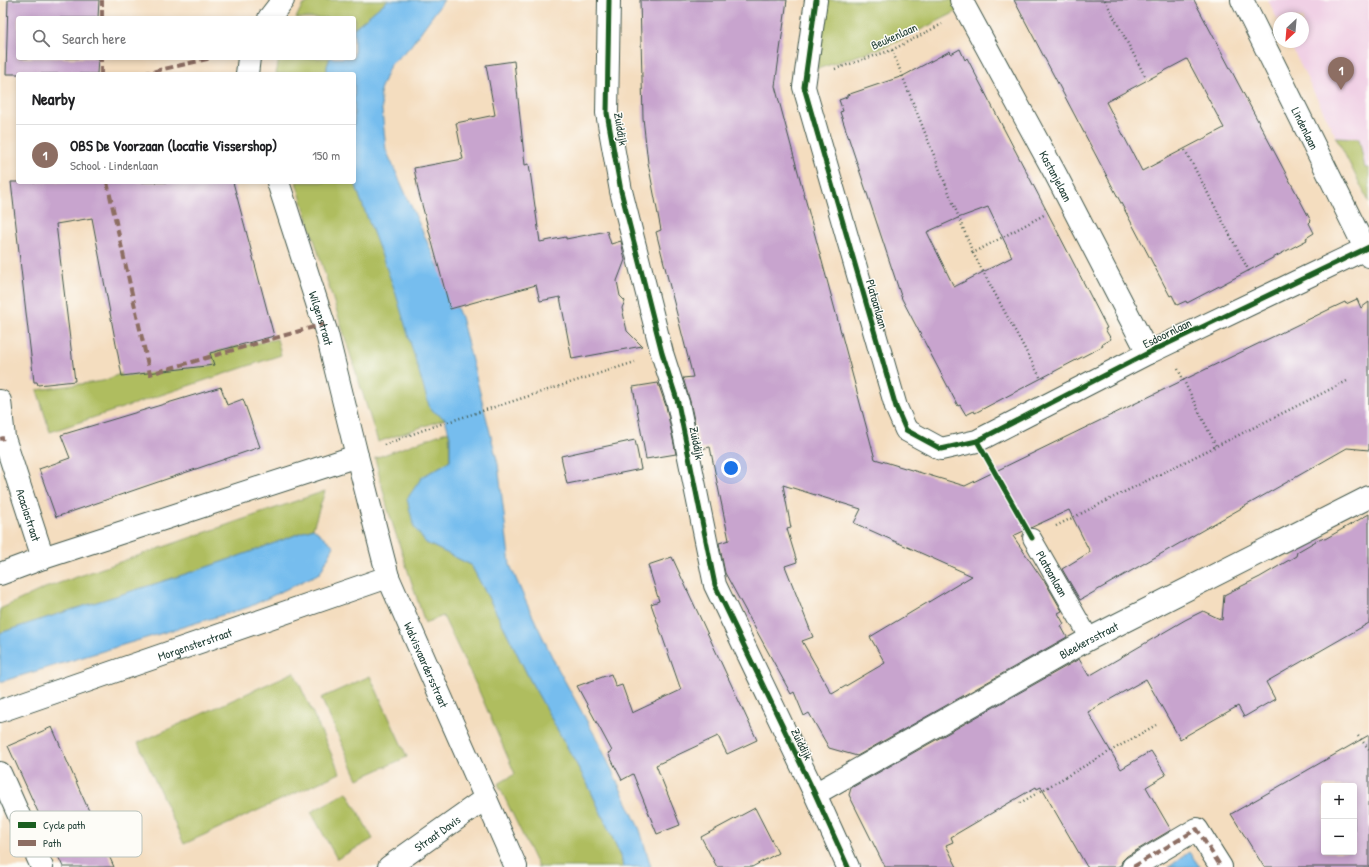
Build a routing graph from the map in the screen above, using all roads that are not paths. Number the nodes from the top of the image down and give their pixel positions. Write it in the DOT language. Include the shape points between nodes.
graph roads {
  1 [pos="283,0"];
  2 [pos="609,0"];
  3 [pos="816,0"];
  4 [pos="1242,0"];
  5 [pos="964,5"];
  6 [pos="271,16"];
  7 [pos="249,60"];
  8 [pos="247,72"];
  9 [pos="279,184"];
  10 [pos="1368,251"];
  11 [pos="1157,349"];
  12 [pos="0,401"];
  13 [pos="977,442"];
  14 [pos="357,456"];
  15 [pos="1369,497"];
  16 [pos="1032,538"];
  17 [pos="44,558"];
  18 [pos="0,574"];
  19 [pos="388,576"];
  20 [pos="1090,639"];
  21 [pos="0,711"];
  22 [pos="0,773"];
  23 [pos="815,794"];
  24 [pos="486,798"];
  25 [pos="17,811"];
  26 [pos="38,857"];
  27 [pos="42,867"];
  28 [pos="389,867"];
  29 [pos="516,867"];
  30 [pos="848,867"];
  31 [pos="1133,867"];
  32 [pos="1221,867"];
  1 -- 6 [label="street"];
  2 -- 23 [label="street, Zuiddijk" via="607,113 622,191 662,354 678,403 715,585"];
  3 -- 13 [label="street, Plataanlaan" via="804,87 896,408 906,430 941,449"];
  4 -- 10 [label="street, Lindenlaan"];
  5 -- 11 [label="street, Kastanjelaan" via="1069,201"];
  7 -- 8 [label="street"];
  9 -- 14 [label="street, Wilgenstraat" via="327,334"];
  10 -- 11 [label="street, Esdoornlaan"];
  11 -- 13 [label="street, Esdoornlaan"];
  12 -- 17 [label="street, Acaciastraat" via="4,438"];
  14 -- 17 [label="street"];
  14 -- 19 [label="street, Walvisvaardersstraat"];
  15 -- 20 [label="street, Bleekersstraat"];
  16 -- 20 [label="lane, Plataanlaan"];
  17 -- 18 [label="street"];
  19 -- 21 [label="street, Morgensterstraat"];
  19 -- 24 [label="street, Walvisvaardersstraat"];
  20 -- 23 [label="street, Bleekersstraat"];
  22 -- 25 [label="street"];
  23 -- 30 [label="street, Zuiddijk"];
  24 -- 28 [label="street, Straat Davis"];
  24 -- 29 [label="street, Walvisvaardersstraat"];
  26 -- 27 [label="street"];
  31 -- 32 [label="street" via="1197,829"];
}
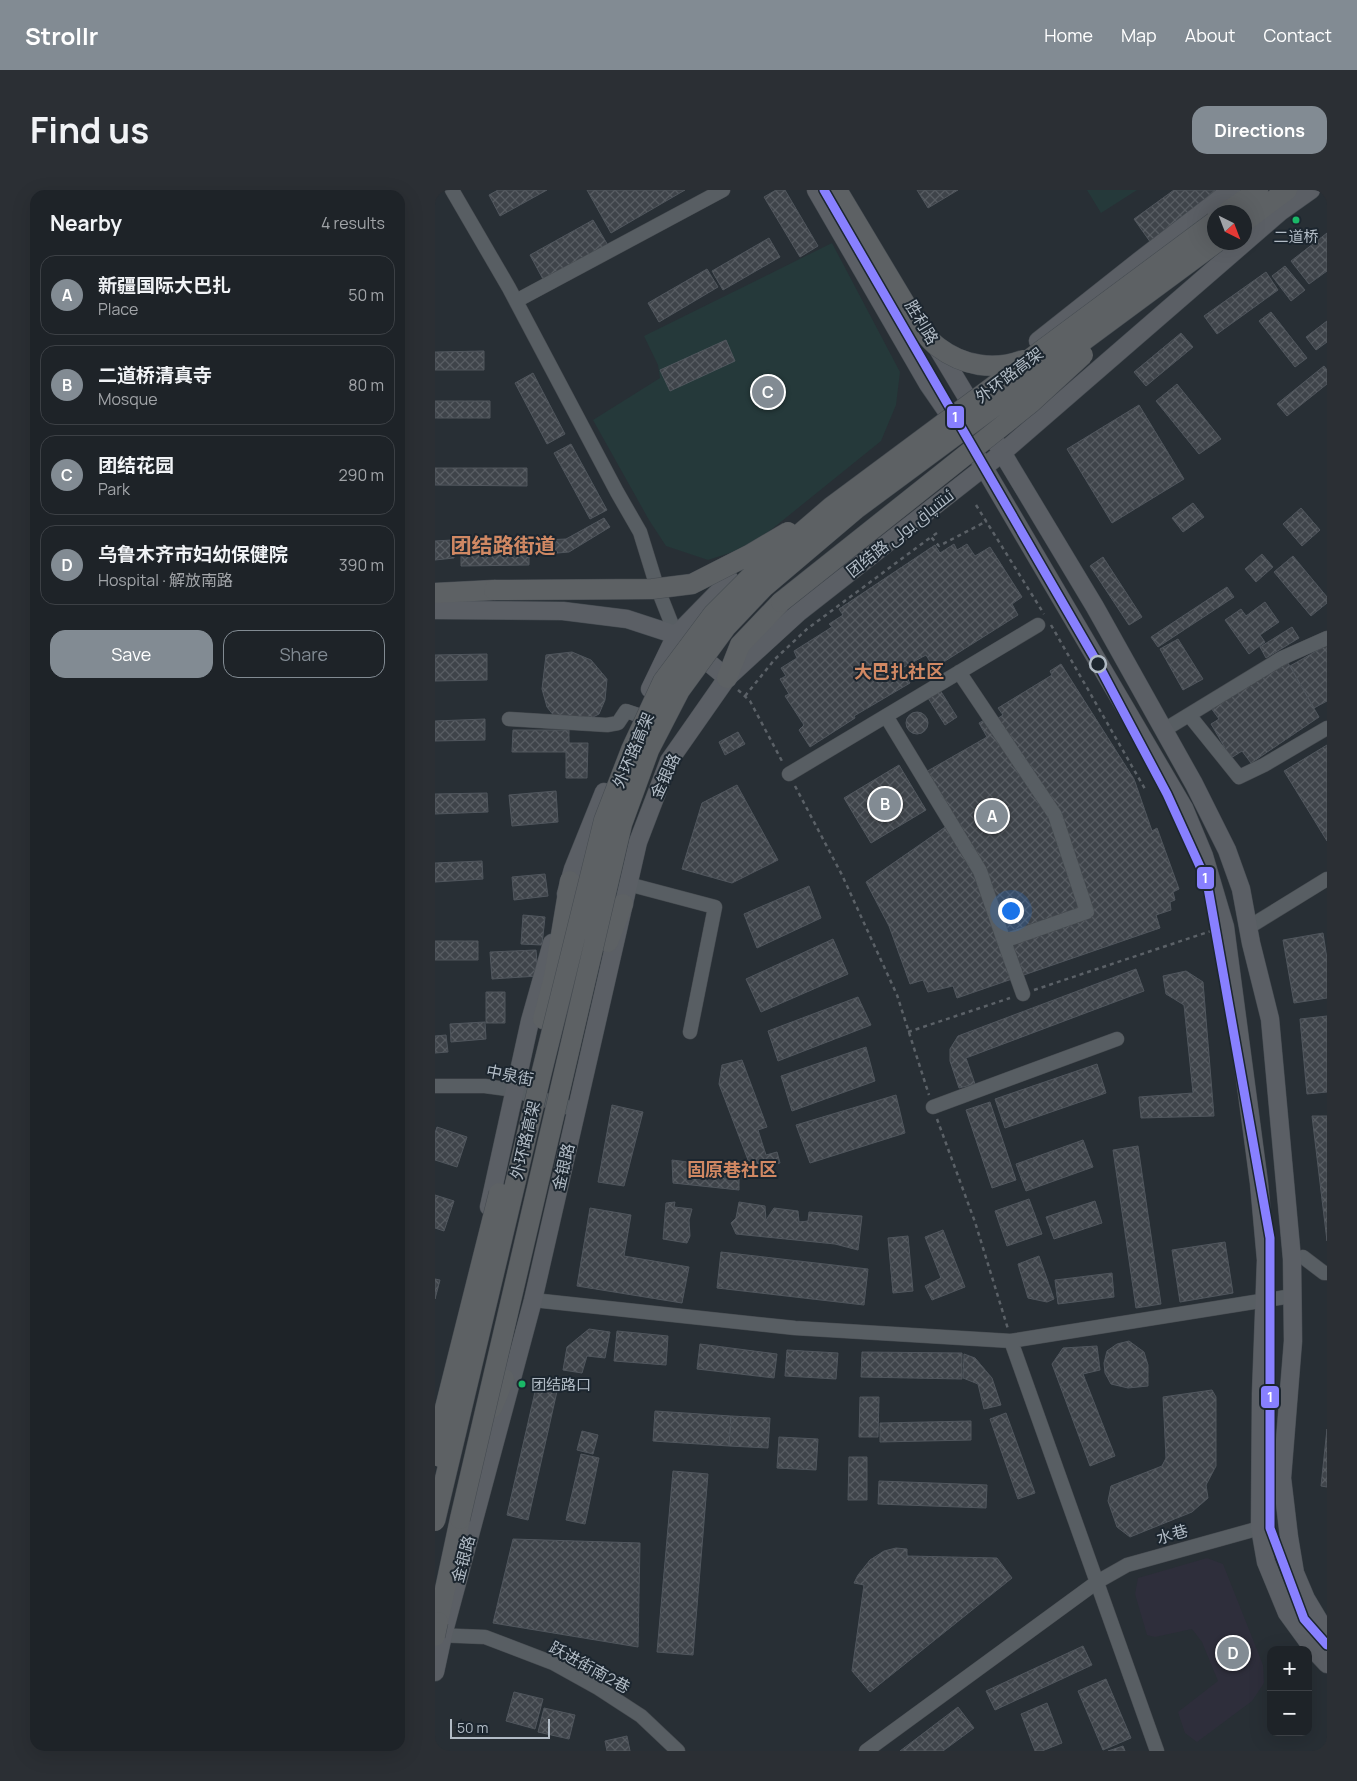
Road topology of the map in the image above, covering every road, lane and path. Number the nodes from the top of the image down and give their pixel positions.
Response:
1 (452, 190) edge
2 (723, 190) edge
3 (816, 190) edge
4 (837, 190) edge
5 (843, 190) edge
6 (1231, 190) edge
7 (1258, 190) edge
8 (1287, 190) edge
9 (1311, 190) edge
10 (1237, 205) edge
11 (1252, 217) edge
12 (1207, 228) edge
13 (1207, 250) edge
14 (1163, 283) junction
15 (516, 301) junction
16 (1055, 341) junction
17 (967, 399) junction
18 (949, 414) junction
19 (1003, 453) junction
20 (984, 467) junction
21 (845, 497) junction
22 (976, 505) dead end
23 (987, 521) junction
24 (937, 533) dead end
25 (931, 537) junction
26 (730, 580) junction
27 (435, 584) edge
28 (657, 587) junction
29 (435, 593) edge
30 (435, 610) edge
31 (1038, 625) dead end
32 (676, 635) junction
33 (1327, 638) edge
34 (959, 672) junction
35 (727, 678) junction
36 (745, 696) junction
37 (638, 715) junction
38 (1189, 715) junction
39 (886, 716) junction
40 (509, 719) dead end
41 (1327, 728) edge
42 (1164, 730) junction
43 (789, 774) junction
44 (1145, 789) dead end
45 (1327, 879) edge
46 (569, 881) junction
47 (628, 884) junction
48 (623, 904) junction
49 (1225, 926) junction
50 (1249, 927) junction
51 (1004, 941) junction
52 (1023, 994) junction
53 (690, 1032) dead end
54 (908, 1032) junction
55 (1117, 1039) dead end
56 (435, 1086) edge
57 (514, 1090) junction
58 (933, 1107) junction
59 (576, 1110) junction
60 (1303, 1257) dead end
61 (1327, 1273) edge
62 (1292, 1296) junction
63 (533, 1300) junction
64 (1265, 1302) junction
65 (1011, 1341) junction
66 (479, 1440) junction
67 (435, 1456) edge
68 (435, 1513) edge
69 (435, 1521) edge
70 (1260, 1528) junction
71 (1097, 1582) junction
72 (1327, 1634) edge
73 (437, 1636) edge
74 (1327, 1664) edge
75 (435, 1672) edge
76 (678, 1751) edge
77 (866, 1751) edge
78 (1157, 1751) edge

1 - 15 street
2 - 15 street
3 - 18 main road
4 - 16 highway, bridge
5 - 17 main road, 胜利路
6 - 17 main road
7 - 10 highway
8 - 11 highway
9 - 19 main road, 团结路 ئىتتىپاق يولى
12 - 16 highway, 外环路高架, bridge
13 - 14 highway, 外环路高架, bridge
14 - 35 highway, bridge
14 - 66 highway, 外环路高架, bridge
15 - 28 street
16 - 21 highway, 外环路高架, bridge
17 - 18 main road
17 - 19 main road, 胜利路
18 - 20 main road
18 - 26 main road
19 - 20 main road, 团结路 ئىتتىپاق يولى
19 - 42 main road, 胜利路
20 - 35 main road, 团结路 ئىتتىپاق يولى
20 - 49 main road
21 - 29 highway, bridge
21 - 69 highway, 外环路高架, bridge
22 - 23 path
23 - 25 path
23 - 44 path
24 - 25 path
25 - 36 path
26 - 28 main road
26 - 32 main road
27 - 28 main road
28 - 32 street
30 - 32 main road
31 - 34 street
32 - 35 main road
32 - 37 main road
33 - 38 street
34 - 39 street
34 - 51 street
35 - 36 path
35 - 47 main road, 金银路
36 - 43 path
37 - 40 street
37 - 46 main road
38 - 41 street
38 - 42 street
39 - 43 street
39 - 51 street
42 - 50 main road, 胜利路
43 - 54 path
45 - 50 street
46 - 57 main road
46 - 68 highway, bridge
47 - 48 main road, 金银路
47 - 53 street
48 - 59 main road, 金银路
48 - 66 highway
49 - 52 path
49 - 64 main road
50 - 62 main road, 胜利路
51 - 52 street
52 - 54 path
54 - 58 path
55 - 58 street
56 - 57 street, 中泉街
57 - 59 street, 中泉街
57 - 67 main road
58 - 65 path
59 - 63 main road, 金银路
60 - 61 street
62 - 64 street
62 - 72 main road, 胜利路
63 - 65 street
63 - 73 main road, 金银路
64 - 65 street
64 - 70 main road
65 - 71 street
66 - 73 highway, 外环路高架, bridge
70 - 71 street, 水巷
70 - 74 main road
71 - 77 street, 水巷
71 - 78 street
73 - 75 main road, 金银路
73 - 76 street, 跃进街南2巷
+ + + +
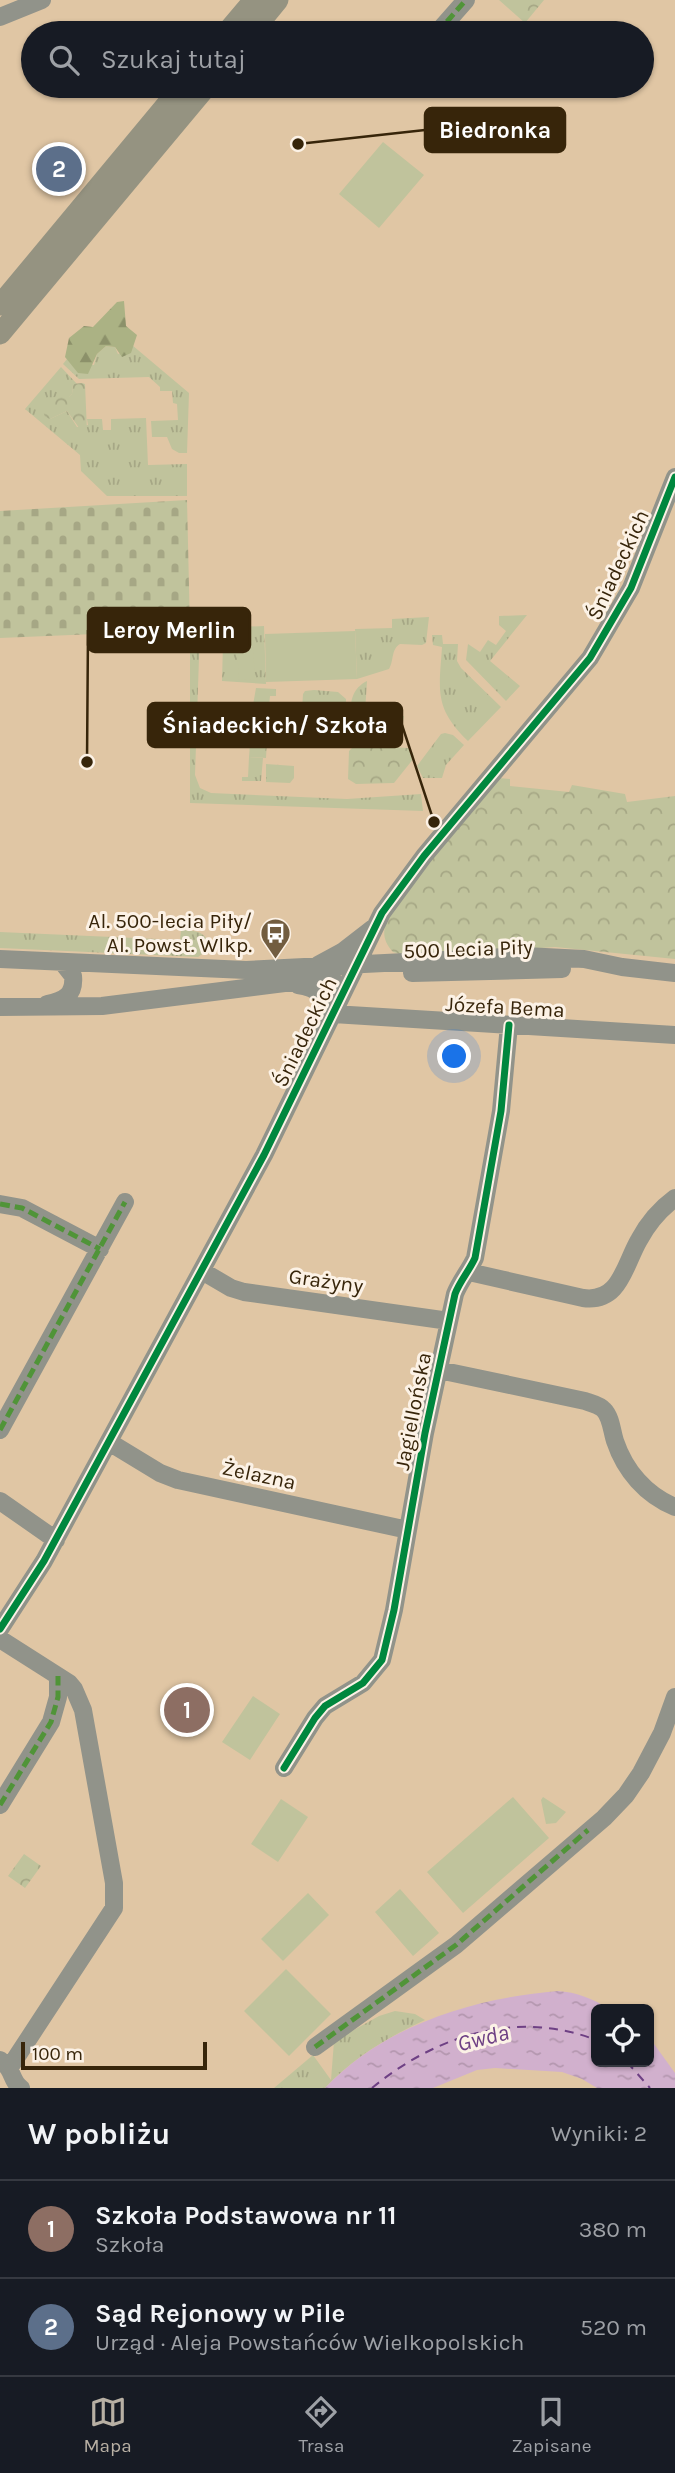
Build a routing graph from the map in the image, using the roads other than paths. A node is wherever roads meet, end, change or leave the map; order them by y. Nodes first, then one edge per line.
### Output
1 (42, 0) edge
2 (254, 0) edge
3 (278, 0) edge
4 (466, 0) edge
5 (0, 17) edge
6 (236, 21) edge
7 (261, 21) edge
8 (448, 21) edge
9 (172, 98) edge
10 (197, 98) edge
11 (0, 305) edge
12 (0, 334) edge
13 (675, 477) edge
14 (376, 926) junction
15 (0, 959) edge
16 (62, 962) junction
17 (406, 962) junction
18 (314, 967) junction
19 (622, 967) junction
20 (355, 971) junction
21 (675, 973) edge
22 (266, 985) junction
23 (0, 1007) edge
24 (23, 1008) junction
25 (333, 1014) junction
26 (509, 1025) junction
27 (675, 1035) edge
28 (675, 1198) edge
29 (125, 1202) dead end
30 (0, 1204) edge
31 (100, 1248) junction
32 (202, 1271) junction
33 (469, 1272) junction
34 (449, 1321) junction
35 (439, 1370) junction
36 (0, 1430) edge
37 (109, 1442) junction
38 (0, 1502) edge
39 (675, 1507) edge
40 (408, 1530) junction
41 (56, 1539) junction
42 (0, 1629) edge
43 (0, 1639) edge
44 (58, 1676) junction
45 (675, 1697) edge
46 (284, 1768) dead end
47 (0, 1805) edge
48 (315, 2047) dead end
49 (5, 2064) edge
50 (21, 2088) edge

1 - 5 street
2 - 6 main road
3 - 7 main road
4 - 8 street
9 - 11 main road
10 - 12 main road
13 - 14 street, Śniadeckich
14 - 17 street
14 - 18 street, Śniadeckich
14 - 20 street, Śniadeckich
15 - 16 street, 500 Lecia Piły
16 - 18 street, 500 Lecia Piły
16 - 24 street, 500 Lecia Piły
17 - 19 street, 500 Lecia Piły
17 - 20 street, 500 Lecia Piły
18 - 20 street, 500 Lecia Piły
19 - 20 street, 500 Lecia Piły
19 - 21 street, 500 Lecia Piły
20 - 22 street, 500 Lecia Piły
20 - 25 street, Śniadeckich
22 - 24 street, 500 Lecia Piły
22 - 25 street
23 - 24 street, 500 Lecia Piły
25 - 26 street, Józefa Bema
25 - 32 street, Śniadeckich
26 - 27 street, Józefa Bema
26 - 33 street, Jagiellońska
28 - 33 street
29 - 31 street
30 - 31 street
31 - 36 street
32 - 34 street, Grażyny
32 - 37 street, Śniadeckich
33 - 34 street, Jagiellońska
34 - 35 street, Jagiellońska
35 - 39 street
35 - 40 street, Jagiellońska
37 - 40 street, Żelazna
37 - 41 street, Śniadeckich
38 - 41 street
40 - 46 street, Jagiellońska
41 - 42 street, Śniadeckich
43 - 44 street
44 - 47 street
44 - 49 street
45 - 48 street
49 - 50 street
+ + + +
◆ DIRECTIONS: Across the records above, how many lines contain the word "pixel"? Please give that number alone.

◆ WRITTEN RESPONSE: 2